Problem to work on> Please find all lines containing "graph" in the listing below and copy them.

Source material>
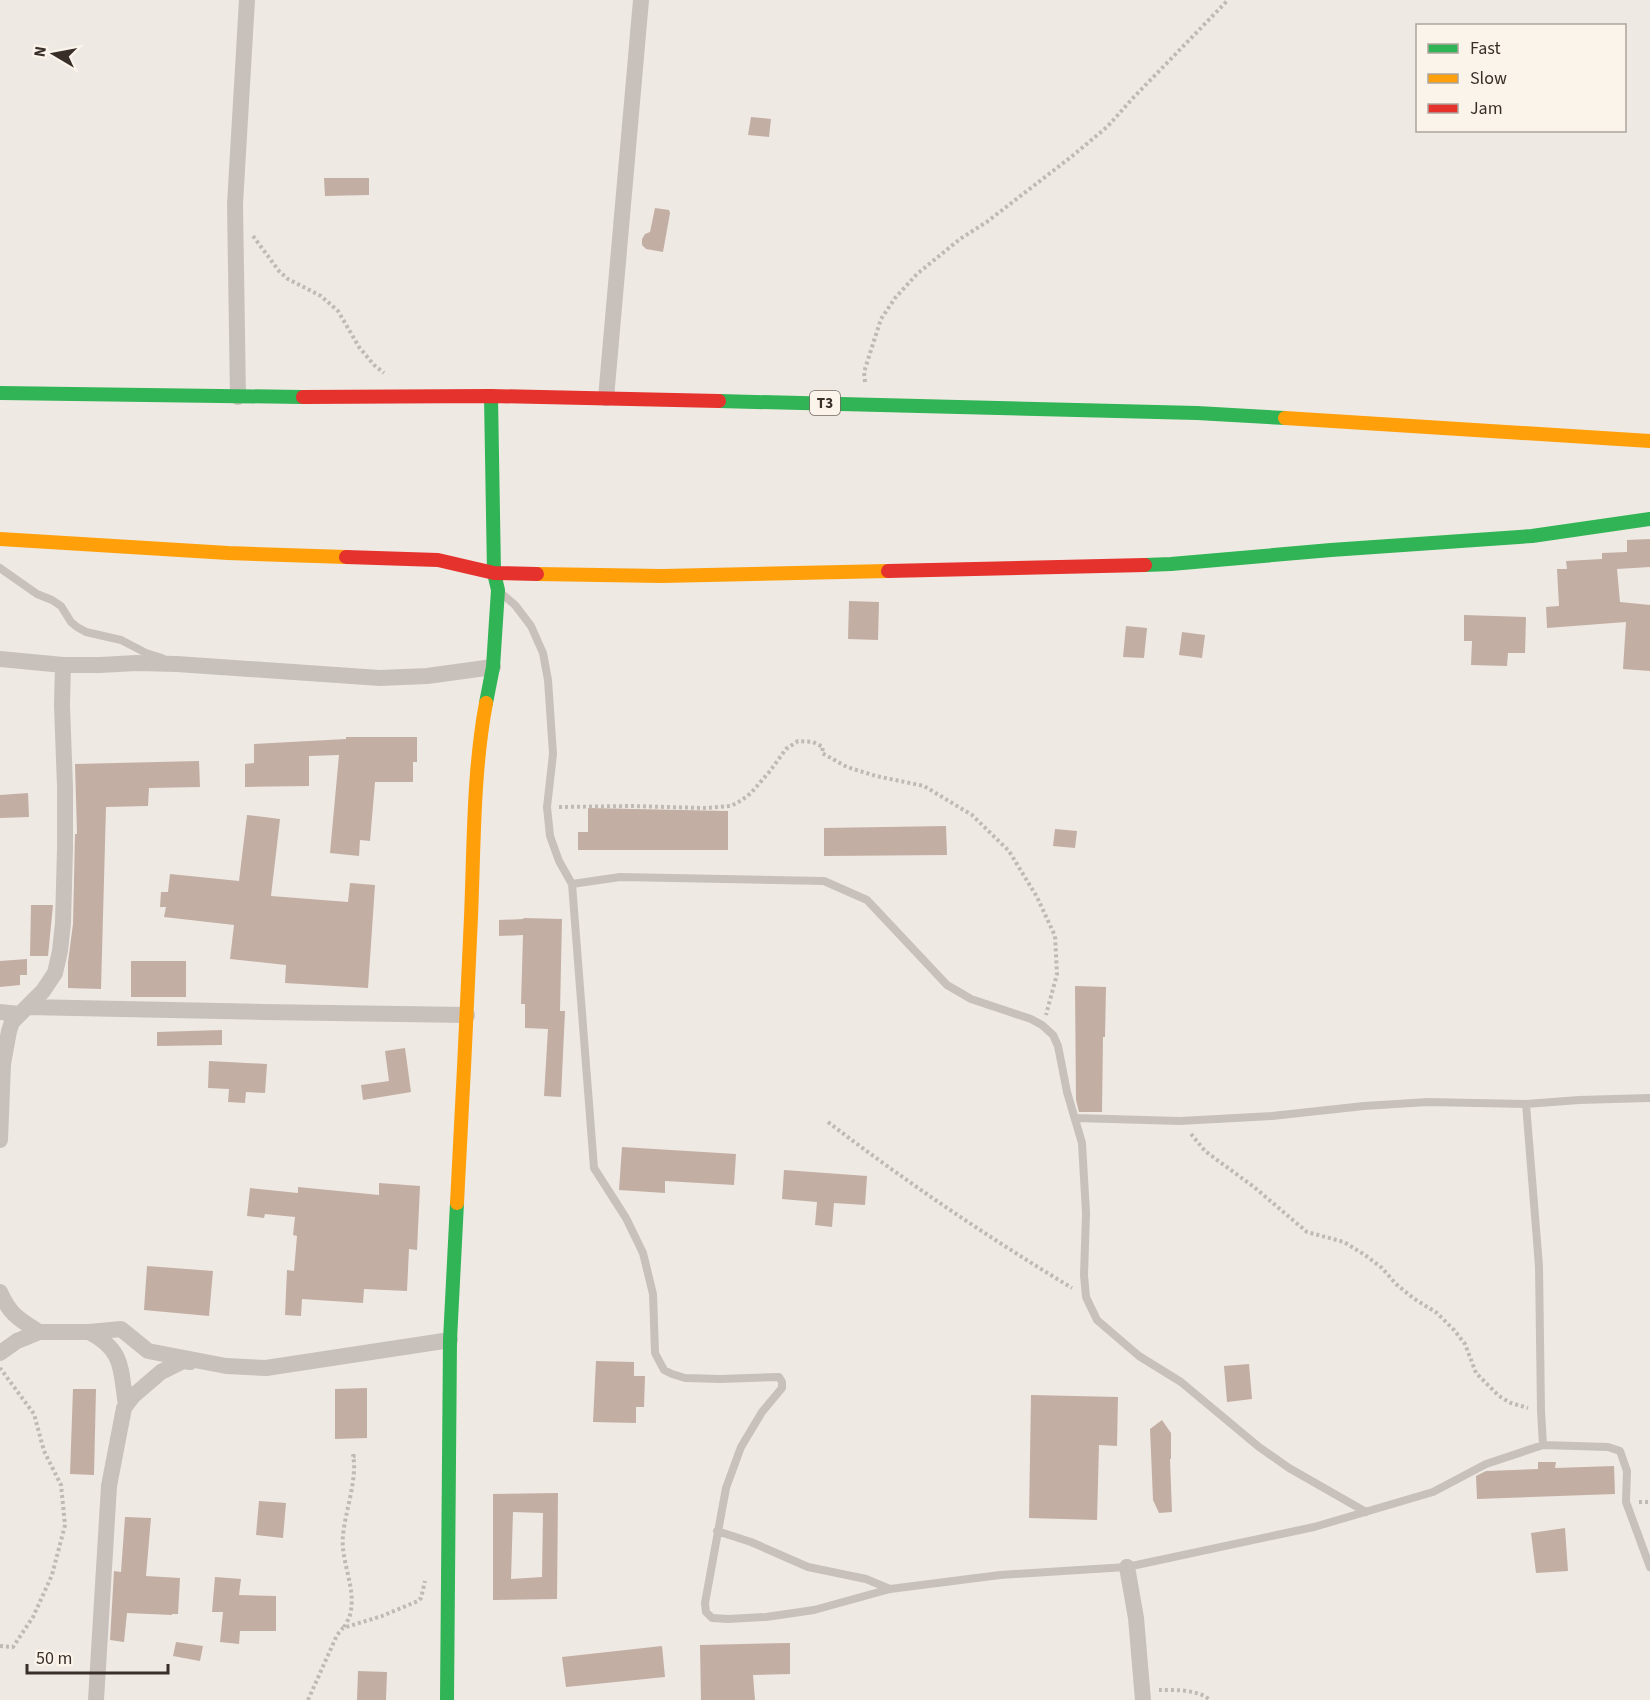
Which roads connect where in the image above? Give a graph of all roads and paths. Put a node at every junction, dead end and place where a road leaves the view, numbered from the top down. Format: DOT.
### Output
graph roads {
  1 [pos="247,0"];
  2 [pos="641,0"];
  3 [pos="1228,0"];
  4 [pos="250,232"];
  5 [pos="392,379"];
  6 [pos="0,393"];
  7 [pos="492,396"];
  8 [pos="238,397"];
  9 [pos="606,398"];
  10 [pos="867,404"];
  11 [pos="1650,441"];
  12 [pos="1650,519"];
  13 [pos="0,539"];
  14 [pos="0,568"];
  15 [pos="494,573"];
  16 [pos="498,590"];
  17 [pos="0,659"];
  18 [pos="177,664"];
  19 [pos="63,665"];
  20 [pos="493,667"];
  21 [pos="547,807"];
  22 [pos="572,884"];
  23 [pos="23,1010"];
  24 [pos="0,1012"];
  25 [pos="467,1015"];
  26 [pos="1042,1025"];
  27 [pos="1650,1098"];
  28 [pos="1526,1104"];
  29 [pos="1075,1118"];
  30 [pos="1180,1121"];
  31 [pos="828,1122"];
  32 [pos="0,1140"];
  33 [pos="0,1292"];
  34 [pos="1086,1297"];
  35 [pos="39,1332"];
  36 [pos="89,1332"];
  37 [pos="450,1340"];
  38 [pos="0,1353"];
  39 [pos="226,1366"];
  40 [pos="0,1368"];
  41 [pos="126,1405"];
  42 [pos="1541,1412"];
  43 [pos="1543,1445"];
  44 [pos="356,1456"];
  45 [pos="1366,1512"];
  46 [pos="717,1531"];
  47 [pos="1127,1567"];
  48 [pos="1650,1567"];
  49 [pos="426,1575"];
  50 [pos="890,1589"];
  51 [pos="343,1628"];
  52 [pos="0,1646"];
  53 [pos="1143,1695"];
  54 [pos="96,1700"];
  55 [pos="308,1700"];
  56 [pos="447,1700"];
  57 [pos="1210,1700"];
  1 -- 8 [label="street"];
  2 -- 9 [label="street"];
  3 -- 10 [label="path"];
  4 -- 5 [label="path"];
  6 -- 8 [label="main road, T3"];
  7 -- 8 [label="main road, T3"];
  7 -- 9 [label="main road, T3"];
  7 -- 15 [label="main road"];
  9 -- 10 [label="main road, T3"];
  10 -- 11 [label="main road, T3"];
  12 -- 15 [label="main road"];
  13 -- 15 [label="main road"];
  14 -- 18 [label="lane"];
  15 -- 16 [label="main road"];
  16 -- 20 [label="main road"];
  16 -- 21 [label="lane"];
  17 -- 19 [label="street"];
  18 -- 19 [label="street"];
  18 -- 20 [label="street"];
  19 -- 23 [label="street"];
  20 -- 25 [label="main road"];
  21 -- 22 [label="lane"];
  21 -- 26 [label="path"];
  22 -- 26 [label="lane"];
  22 -- 46 [label="lane"];
  23 -- 24 [label="street"];
  23 -- 25 [label="street"];
  23 -- 32 [label="street"];
  25 -- 37 [label="main road"];
  26 -- 29 [label="lane"];
  27 -- 28 [label="lane"];
  28 -- 30 [label="lane"];
  28 -- 42 [label="lane"];
  29 -- 30 [label="lane"];
  29 -- 34 [label="lane"];
  30 -- 42 [label="path"];
  31 -- 34 [label="path"];
  33 -- 35 [label="street"];
  34 -- 45 [label="lane"];
  35 -- 36 [label="street"];
  35 -- 38 [label="street"];
  36 -- 39 [label="street"];
  36 -- 41 [label="street"];
  37 -- 39 [label="street"];
  37 -- 56 [label="main road"];
  39 -- 41 [label="street"];
  40 -- 52 [label="path"];
  41 -- 54 [label="street"];
  42 -- 43 [label="lane"];
  43 -- 45 [label="lane"];
  43 -- 48 [label="lane"];
  44 -- 51 [label="path"];
  45 -- 47 [label="lane"];
  46 -- 50 [label="lane"];
  46 -- 50 [label="lane"];
  47 -- 50 [label="lane"];
  47 -- 53 [label="street"];
  49 -- 51 [label="path"];
  51 -- 55 [label="path"];
  53 -- 57 [label="path"];
}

Written reply>
Which roads connect where in the image above? Give a graph of all roads and paths. Put a node at every junction, dead end and place where a road leaves the view, numbered from the top down. Format: DOT.
graph roads {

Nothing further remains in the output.